Provided records section start

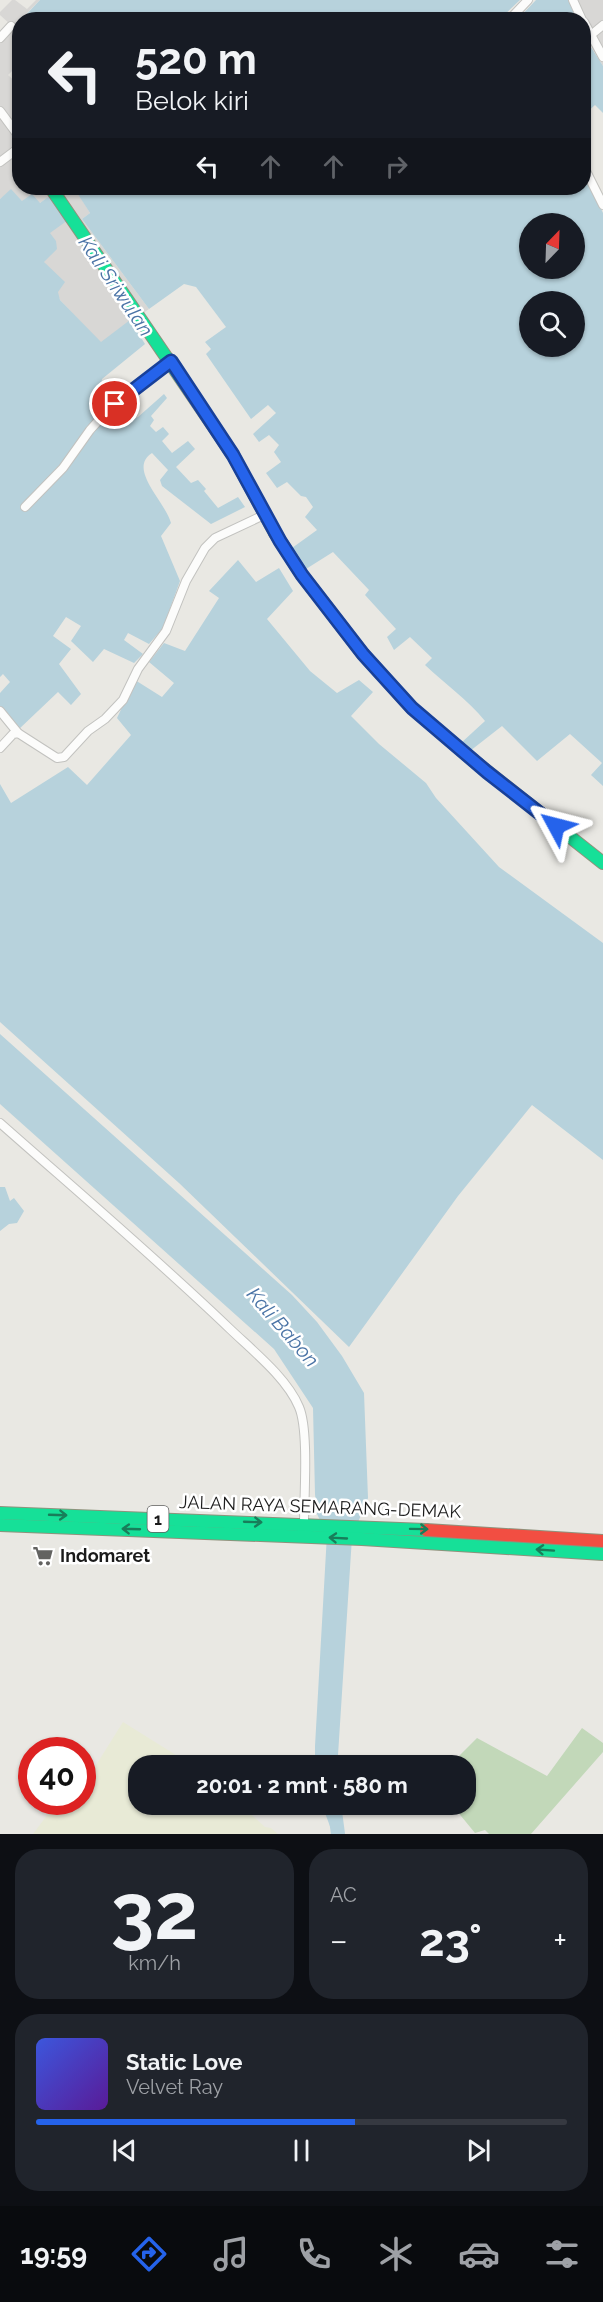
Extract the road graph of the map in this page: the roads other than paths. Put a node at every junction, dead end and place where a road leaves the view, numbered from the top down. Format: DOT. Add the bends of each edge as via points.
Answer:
graph roads {
  1 [pos="528,0"];
  2 [pos="517,12"];
  3 [pos="11,26"];
  4 [pos="591,37"];
  5 [pos="0,38"];
  6 [pos="603,57"];
  7 [pos="0,111"];
  8 [pos="12,127"];
  9 [pos="591,181"];
  10 [pos="56,195"];
  11 [pos="603,205"];
  12 [pos="171,361"];
  13 [pos="26,507"];
  14 [pos="266,514"];
  15 [pos="0,711"];
  16 [pos="18,733"];
  17 [pos="0,748"];
  18 [pos="603,863"];
  19 [pos="0,1123"];
  20 [pos="0,1513"];
  21 [pos="0,1525"];
  22 [pos="312,1529"];
  23 [pos="361,1533"];
  24 [pos="603,1541"];
  25 [pos="603,1554"];
  1 -- 2 [label="street"];
  3 -- 5 [label="street"];
  4 -- 6 [label="street"];
  7 -- 8 [label="street"];
  9 -- 11 [label="street"];
  10 -- 12 [label="main road"];
  12 -- 13 [label="street" via="108,410"];
  12 -- 14 [label="main road" via="233,455"];
  14 -- 16 [label="street" via="210,543 191,571 166,631 138,669 123,700 64,757 57,758"];
  14 -- 18 [label="main road" via="302,575 363,654 412,708"];
  15 -- 16 [label="street"];
  16 -- 17 [label="street"];
  19 -- 22 [label="street" via="188,1288 291,1392 304,1427"];
  20 -- 22 [label="main road, JALAN RAYA SEMARANG-DEMAK / 1, one-way"];
  22 -- 21 [label="main road, JALAN RAYA SEMARANG-DEMAK / 1, one-way"];
  22 -- 23 [label="main road, JALAN RAYA SEMARANG-DEMAK / 1"];
  23 -- 24 [label="main road, JALAN RAYA SEMARANG-DEMAK / 1, one-way" via="459,1531"];
  25 -- 23 [label="main road, JALAN RAYA SEMARANG-DEMAK / 1, one-way"];
}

Provided records section end

Try it. Search the records for lines holding the word "JALAN", then copy each line you find.

Output.
  20 -- 22 [label="main road, JALAN RAYA SEMARANG-DEMAK / 1, one-way"];
  22 -- 21 [label="main road, JALAN RAYA SEMARANG-DEMAK / 1, one-way"];
  22 -- 23 [label="main road, JALAN RAYA SEMARANG-DEMAK / 1"];
  23 -- 24 [label="main road, JALAN RAYA SEMARANG-DEMAK / 1, one-way" via="459,1531"];
  25 -- 23 [label="main road, JALAN RAYA SEMARANG-DEMAK / 1, one-way"];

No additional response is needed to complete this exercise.